WORK ORDER
Nothing belongs in the answer except the lines of the material that include "arct".

RECORDS FOR THIS TASK

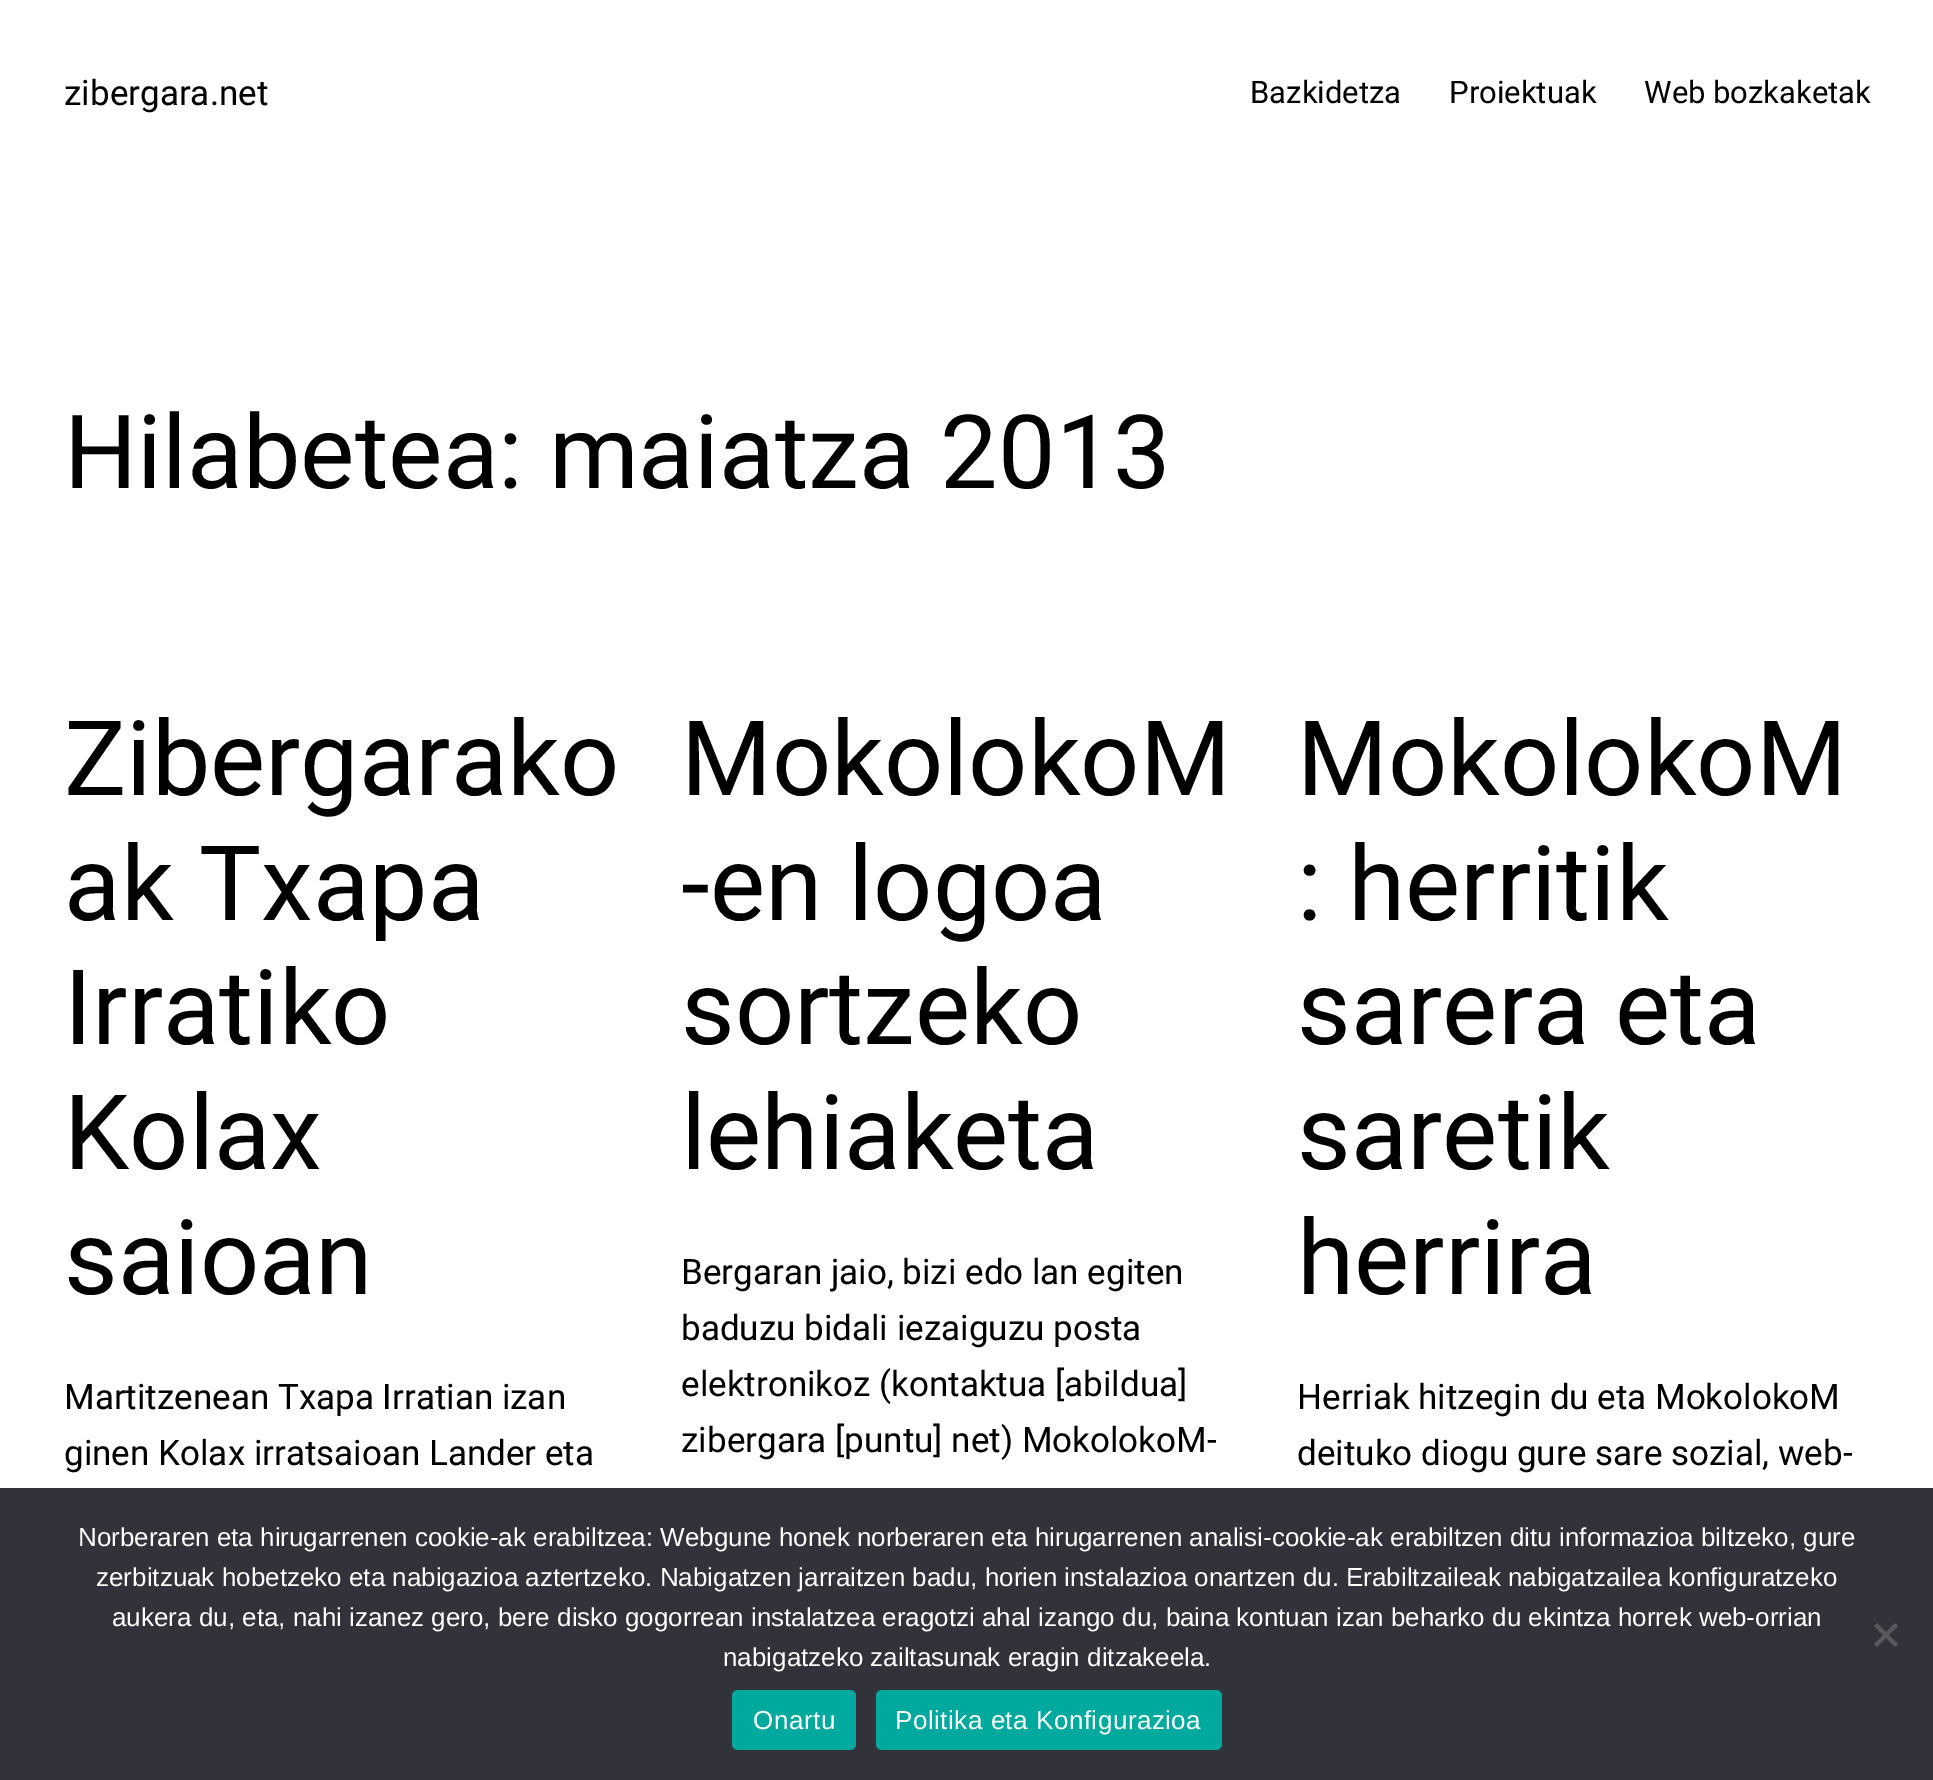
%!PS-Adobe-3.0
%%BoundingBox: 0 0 1933 1780
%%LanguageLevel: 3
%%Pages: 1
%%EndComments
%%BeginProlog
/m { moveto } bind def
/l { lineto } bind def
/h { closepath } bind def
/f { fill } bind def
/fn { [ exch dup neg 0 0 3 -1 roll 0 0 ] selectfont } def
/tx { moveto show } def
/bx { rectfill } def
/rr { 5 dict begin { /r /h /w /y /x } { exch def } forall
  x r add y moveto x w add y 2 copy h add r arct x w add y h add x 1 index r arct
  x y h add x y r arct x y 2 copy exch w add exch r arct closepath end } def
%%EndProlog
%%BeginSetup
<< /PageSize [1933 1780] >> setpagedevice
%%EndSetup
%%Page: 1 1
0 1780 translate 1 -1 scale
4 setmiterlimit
1 setgray
0 0 1933 1780 bx
/Roboto-Regular 35 fn
0 setgray
(zibergara.net) 64 105 tx
/Roboto-Regular 31 fn
(Bazkidetza) 1250 103 tx
(Proiektuak) 1449 103 tx
(Web bozkaketak) 1644 103 tx
/Roboto-Regular 102.5 fn
(Hilabetea: maiatza 2013) 64 488 tx
/Roboto-Regular 104 fn
(Zibergarako) 64 795 tx
(ak Txapa) 64 920 tx
(Irratiko) 64 1044 tx
(Kolax) 64 1169 tx
(saioan) 64 1294 tx
/Roboto-Regular 35 fn
(Martitzenean Txapa Irratian izan) 64 1409 tx
(ginen Kolax irratsaioan Lander eta) 64 1465 tx
/Roboto-Regular 104 fn
(MokolokoM) 681 795 tx
(-en logoa) 681 920 tx
(sortzeko) 681 1044 tx
(lehiaketa) 681 1169 tx
/Roboto-Regular 35 fn
(Bergaran jaio, bizi edo lan egiten) 681 1284 tx
(baduzu bidali iezaiguzu posta) 681 1340 tx
(elektronikoz \(kontaktua [abildua]) 681 1396 tx
(zibergara [puntu] net\) MokolokoM-) 681 1452 tx
/Roboto-Regular 104 fn
(MokolokoM) 1297 795 tx
(: herritik) 1297 920 tx
(sarera eta) 1297 1044 tx
(saretik) 1297 1169 tx
(herrira) 1297 1294 tx
/Roboto-Regular 35 fn
(Herriak hitzegin du eta MokolokoM) 1297 1409 tx
(deituko diogu gure sare sozial, web-) 1297 1465 tx
0.196 0.196 0.227 setrgbcolor
0 1488 1933 292 bx
/LiberationSans-Regular 26 fn
1 setgray
(Norberaren eta hirugarrenen cookie-ak erabiltzea: Webgune honek norberaren eta hirugarrenen analisi-cookie-ak erabiltzen ditu informazioa biltzeko, gure) 78 1546 tx
(zerbitzuak hobetzeko eta nabigazioa aztertzeko. Nabigatzen jarraitzen badu, horien instalazioa onartzen du. Erabiltzaileak nabigatzailea konfiguratzeko) 96 1586 tx
(aukera du, eta, nahi izanez gero, bere disko gogorrean instalatzea eragotzi ahal izango du, baina kontuan izan beharko du ekintza horrek web-orrian) 112 1626 tx
(nabigatzeko zailtasunak eragin ditzakeela.) 723 1666 tx
0.349 0.349 0.365 setrgbcolor
1895 1623 m 1898 1626 l 1877 1647 l 1874 1644 l h f
1874 1626 m 1877 1623 l 1898 1644 l 1895 1647 l h f
0 0.663 0.616 setrgbcolor
732 1690 124 60 6 rr f
1 setgray
753 1729 m 0.5 0 (Onartu) ashow
0 0.663 0.616 setrgbcolor
876 1690 346 60 6 rr f
1 setgray
895 1729 m 0.5 0 (Politika eta Konfigurazioa) ashow
showpage
%%EOF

RESPONSE BOX
  x r add y moveto x w add y 2 copy h add r arct x w add y h add x 1 index r arct
  x y h add x y r arct x y 2 copy exch w add exch r arct closepath end } def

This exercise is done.